FOTOGRAFIE DALLA GUERRA

La gioia del matrimonio svanì e l’incertezza e l’angoscia ne cancellarono persino il ricordo. Per angela iniziò il tempo dell’attesa, delle privazioni e del dolore.

Dal libro *Angela (gli eredi dei Messapi):

 

«Come piccoli granelli di polvere, nell’universo degli eventi catastrofici che scossero il mondo, Angela e Gaetano si persero completamente di vista. Lei rimpianse il tempo in cui le bastava scrivere sulla busta “dragone Borbone Gaetano, quarto battaglione, posta militare, Roma” e imbucare le lettere perché lui le ricevesse. “Ti amerò sempre” lui le aveva detto, mentre si allontanava. Lei cercava di lenire la disperazione, richiamando quelle parole alla memoria ripetutamente, quando le notizie che carpiva alIa gente buona del paese non facevano che lacerarle il cuore.»
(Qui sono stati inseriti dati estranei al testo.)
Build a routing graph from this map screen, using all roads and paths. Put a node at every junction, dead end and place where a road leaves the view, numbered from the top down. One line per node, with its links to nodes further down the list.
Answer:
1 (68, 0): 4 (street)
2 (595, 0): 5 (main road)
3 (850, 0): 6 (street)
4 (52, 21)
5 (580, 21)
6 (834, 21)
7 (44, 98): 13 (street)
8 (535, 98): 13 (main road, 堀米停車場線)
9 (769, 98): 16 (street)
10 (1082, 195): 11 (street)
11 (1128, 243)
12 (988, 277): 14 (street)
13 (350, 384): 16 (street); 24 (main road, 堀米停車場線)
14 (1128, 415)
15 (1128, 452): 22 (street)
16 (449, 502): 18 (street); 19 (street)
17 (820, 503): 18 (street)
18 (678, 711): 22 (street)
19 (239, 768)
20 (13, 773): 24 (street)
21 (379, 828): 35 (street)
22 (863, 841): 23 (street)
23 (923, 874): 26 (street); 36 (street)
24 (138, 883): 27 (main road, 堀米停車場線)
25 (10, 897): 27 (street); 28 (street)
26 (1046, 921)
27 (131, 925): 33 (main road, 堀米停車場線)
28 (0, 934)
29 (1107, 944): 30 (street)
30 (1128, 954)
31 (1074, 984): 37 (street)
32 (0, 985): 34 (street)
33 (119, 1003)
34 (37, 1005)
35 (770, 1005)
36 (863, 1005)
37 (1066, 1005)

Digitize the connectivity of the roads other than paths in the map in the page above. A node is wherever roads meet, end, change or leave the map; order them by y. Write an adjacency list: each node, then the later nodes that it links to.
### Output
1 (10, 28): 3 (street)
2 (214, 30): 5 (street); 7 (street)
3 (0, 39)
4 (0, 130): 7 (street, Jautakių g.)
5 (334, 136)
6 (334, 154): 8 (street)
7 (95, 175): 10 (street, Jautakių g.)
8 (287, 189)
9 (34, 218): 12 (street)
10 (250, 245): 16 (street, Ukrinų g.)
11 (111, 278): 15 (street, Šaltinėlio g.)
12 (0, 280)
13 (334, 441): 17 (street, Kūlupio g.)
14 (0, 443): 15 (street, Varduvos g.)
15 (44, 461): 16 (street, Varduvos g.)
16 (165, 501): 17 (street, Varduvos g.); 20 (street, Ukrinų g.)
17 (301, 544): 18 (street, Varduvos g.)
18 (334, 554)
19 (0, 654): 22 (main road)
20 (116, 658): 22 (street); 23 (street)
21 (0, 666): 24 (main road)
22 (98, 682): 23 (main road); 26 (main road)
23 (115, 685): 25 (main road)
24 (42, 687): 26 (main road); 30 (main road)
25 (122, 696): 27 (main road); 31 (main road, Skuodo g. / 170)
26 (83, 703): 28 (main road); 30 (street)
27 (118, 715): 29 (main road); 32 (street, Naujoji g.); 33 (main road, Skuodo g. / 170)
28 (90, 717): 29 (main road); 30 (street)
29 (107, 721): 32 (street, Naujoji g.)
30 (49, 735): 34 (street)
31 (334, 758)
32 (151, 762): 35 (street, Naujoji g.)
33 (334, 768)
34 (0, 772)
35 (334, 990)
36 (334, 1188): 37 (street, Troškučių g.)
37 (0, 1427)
Nella sua casa esposta alle intemperie Angela sfidava il fischio tagliente della tramontana e le tempeste violente del ponente che infuriavano attorno al suo corpo e ancor di più nel suo cuore tormentato dal timore che il suo dragone potesse perire in guerra. “Signore, salvalo!”, pregava, “Se lui si trova a destra, fa’ che le bombe cadano a sinistra e viversa… Fa’ che torni e che torni mio fratello e tornino tutti i figli di mamma.”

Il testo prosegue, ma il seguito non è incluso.